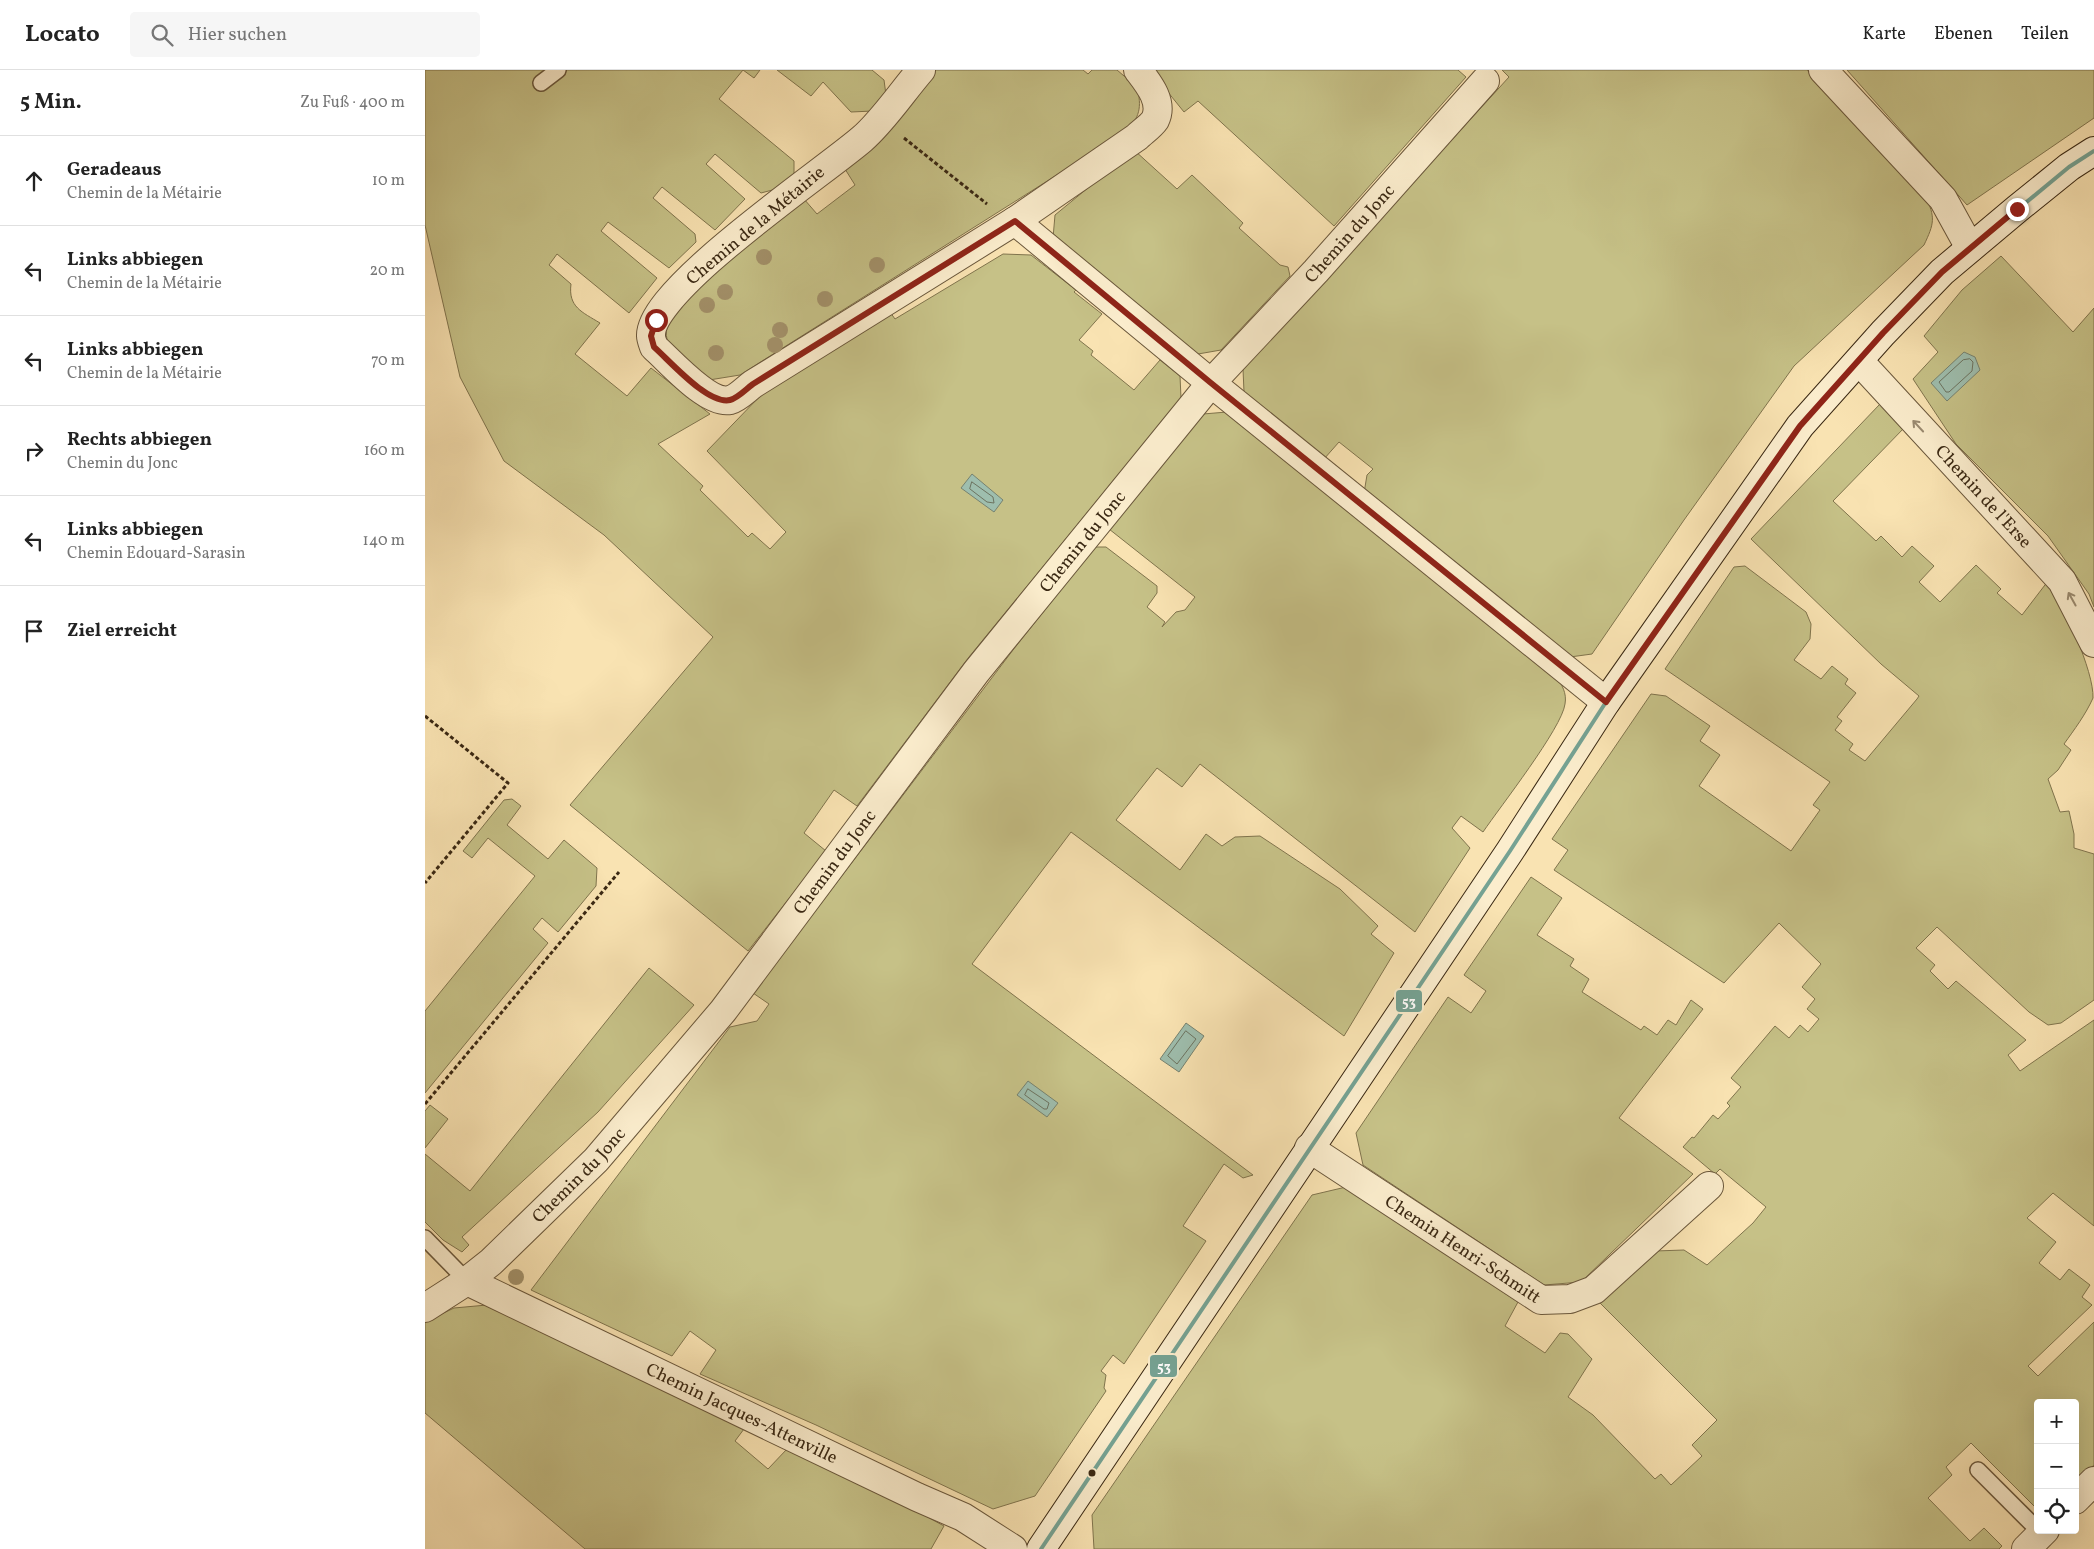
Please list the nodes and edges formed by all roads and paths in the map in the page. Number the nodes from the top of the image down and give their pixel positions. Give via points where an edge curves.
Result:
1 (558, 70) edge
2 (921, 70) edge
3 (1138, 70) edge
4 (1823, 70) edge
5 (1485, 81) dead end
6 (541, 83) dead end
7 (880, 118) junction
8 (2094, 151) edge
9 (1013, 222) junction
10 (1970, 248) junction
11 (1859, 361) junction
12 (1211, 383) junction
13 (2094, 643) edge
14 (1606, 702) junction
15 (425, 716) edge
16 (619, 872) dead end
17 (425, 883) edge
18 (425, 1104) edge
19 (1309, 1148) junction
20 (1709, 1186) dead end
21 (425, 1238) edge
22 (467, 1281) junction
23 (425, 1308) edge
24 (1977, 1470) dead end
25 (2094, 1481) edge
26 (2079, 1496) edge
27 (2038, 1535) edge
28 (1013, 1549) edge
29 (1041, 1549) edge

1 - 6 lane
2 - 7 street, Chemin de la Métairie
3 - 9 street, Chemin de la Métairie via 1157,100 1155,121 1137,137
4 - 10 street via 1943,199
5 - 12 street, Chemin du Jonc via 1316,271
7 - 9 path
7 - 9 street, Chemin de la Métairie via 863,138 714,256 679,288 656,320 651,336 654,347 709,396 720,401 731,400
8 - 10 street via 2069,167
9 - 12 street
10 - 11 street via 1942,272
13 -> 11 street, Chemin de l'Erse via 2062,581
11 - 14 street via 1800,426
12 - 14 street
12 - 22 street, Chemin du Jonc via 976,672 723,1011 596,1160 491,1262
14 - 19 street via 1510,851
15 - 17 path via 508,783
16 - 18 path
19 - 20 street, Chemin Henri-Schmitt via 1541,1300 1570,1299 1594,1290
19 - 29 street
21 - 22 lane
22 - 23 street, Chemin du Jonc
22 - 28 street, Chemin Jacques-Attenville via 963,1517
24 - 27 lane
25 - 26 street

----------

▶ [EXERCISE DETAILS]: Only the pictures are to be left out; all other material is to be output exactly.

▶ [YOUR RESPONSE]:
Please list the nodes and edges formed by all roads and paths in the map in the page. Number the nodes from the top of the image down and give their pixel positions. Give via points where an edge curves.
Result:
1 (558, 70) edge
2 (921, 70) edge
3 (1138, 70) edge
4 (1823, 70) edge
5 (1485, 81) dead end
6 (541, 83) dead end
7 (880, 118) junction
8 (2094, 151) edge
9 (1013, 222) junction
10 (1970, 248) junction
11 (1859, 361) junction
12 (1211, 383) junction
13 (2094, 643) edge
14 (1606, 702) junction
15 (425, 716) edge
16 (619, 872) dead end
17 (425, 883) edge
18 (425, 1104) edge
19 (1309, 1148) junction
20 (1709, 1186) dead end
21 (425, 1238) edge
22 (467, 1281) junction
23 (425, 1308) edge
24 (1977, 1470) dead end
25 (2094, 1481) edge
26 (2079, 1496) edge
27 (2038, 1535) edge
28 (1013, 1549) edge
29 (1041, 1549) edge

1 - 6 lane
2 - 7 street, Chemin de la Métairie
3 - 9 street, Chemin de la Métairie via 1157,100 1155,121 1137,137
4 - 10 street via 1943,199
5 - 12 street, Chemin du Jonc via 1316,271
7 - 9 path
7 - 9 street, Chemin de la Métairie via 863,138 714,256 679,288 656,320 651,336 654,347 709,396 720,401 731,400
8 - 10 street via 2069,167
9 - 12 street
10 - 11 street via 1942,272
13 -> 11 street, Chemin de l'Erse via 2062,581
11 - 14 street via 1800,426
12 - 14 street
12 - 22 street, Chemin du Jonc via 976,672 723,1011 596,1160 491,1262
14 - 19 street via 1510,851
15 - 17 path via 508,783
16 - 18 path
19 - 20 street, Chemin Henri-Schmitt via 1541,1300 1570,1299 1594,1290
19 - 29 street
21 - 22 lane
22 - 23 street, Chemin du Jonc
22 - 28 street, Chemin Jacques-Attenville via 963,1517
24 - 27 lane
25 - 26 street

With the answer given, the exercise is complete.